To the extent James has appealed from the district court's earlier dismissal without prejudice of his Title VII claims (as opposed to the court's treatment of his retaliation claim), we find no error. As the record reflects, the district court informed James that it was dismissing his claims without prejudice because, although he may have stated viable Title VII claims based on his letter, he failed to attach his letter to his complaint. The district court then dismissed James's Title VII claims without prejudice, instructing him that, if he wanted to pursue those claims, he needed to seek leave to file a new complaint with additional factual allegations supporting them.

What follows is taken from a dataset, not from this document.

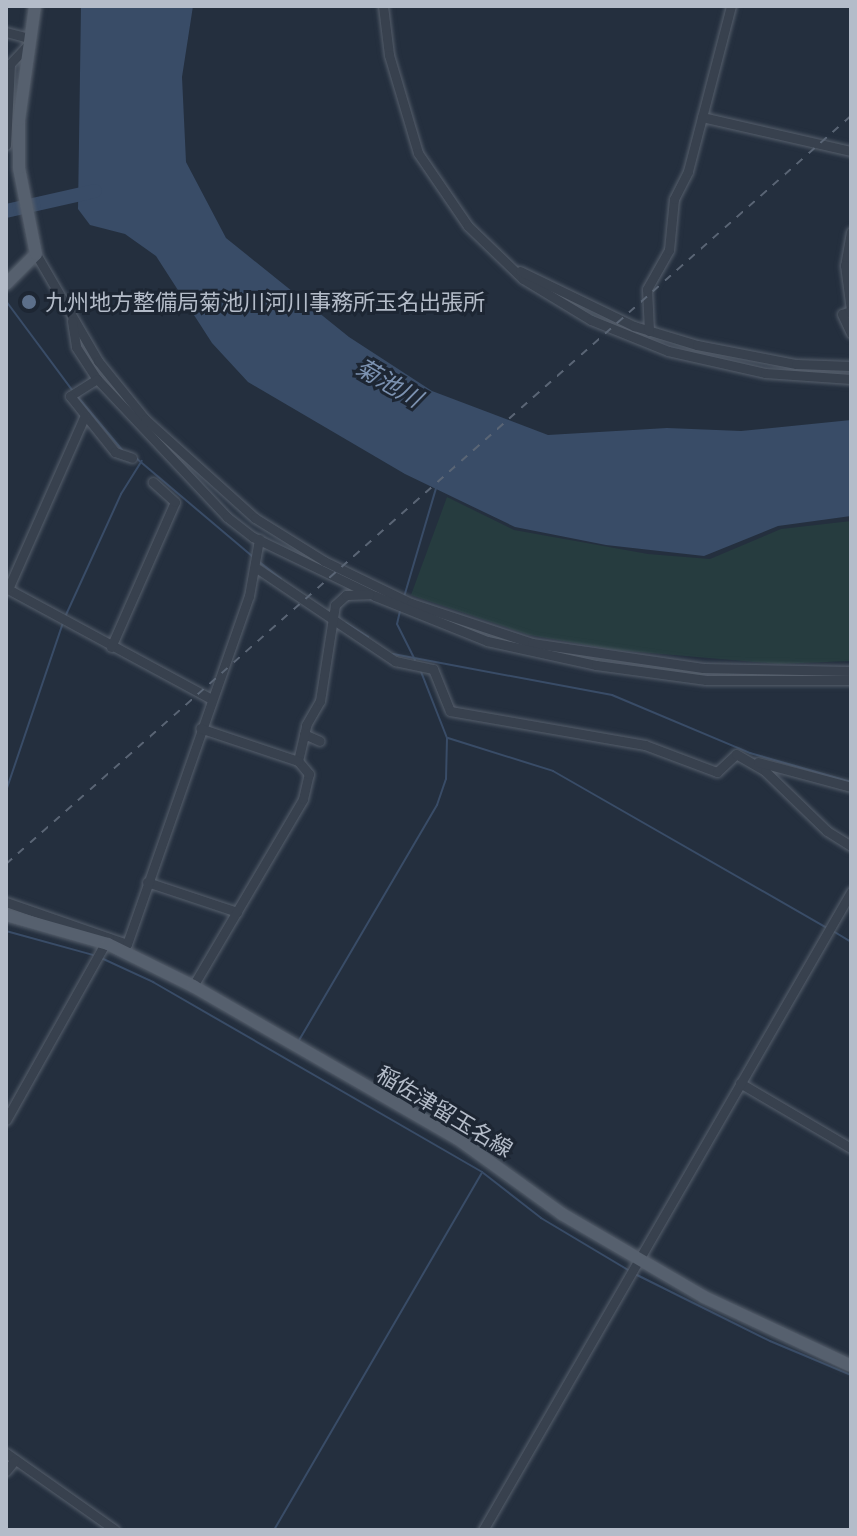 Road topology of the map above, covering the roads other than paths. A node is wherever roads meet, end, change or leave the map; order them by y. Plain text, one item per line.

James declined to do so, and has identified no error in the district court's dismissal of his Title VII claims without prejudice. See Bank v. Pitt, 928 F.2d 1108, 1112 (11th Cir.1991) (noting that a district court can dismiss a claim without prejudice where a more carefully drafted complaint might state a claim, so long as the pro se plaintiff is given at least one chance to amend the complaint before the district court dismisses the action with prejudice), overruled in part on other grounds by Wagner v. Daewoo Heavy Indus. Am. Corp., 314 F.3d 541, 542 (11th Cir. 2002) (en banc) (addressing counseled parties).
Moreover, James has not meaningfully raised his Title VII arguments on appeal. See Timson, 518 F.3d at 874. While he makes passing references to a hostile work environment in his brief, he does not address the Title VII legal framework, explain whether his claim was based on discrimination or retaliation, or cite the factual allegations that resulted in such an environment. See Sapuppo, 739 F.3d at 680. On this record, James has abandoned his Title VII issues on appeal. See Timson, 518 F.3d at 874. Finally, as for James's arguments about the authenticity of the employee conduct handbook and lost and found policy, he does not explain how the documents pertain to his claims.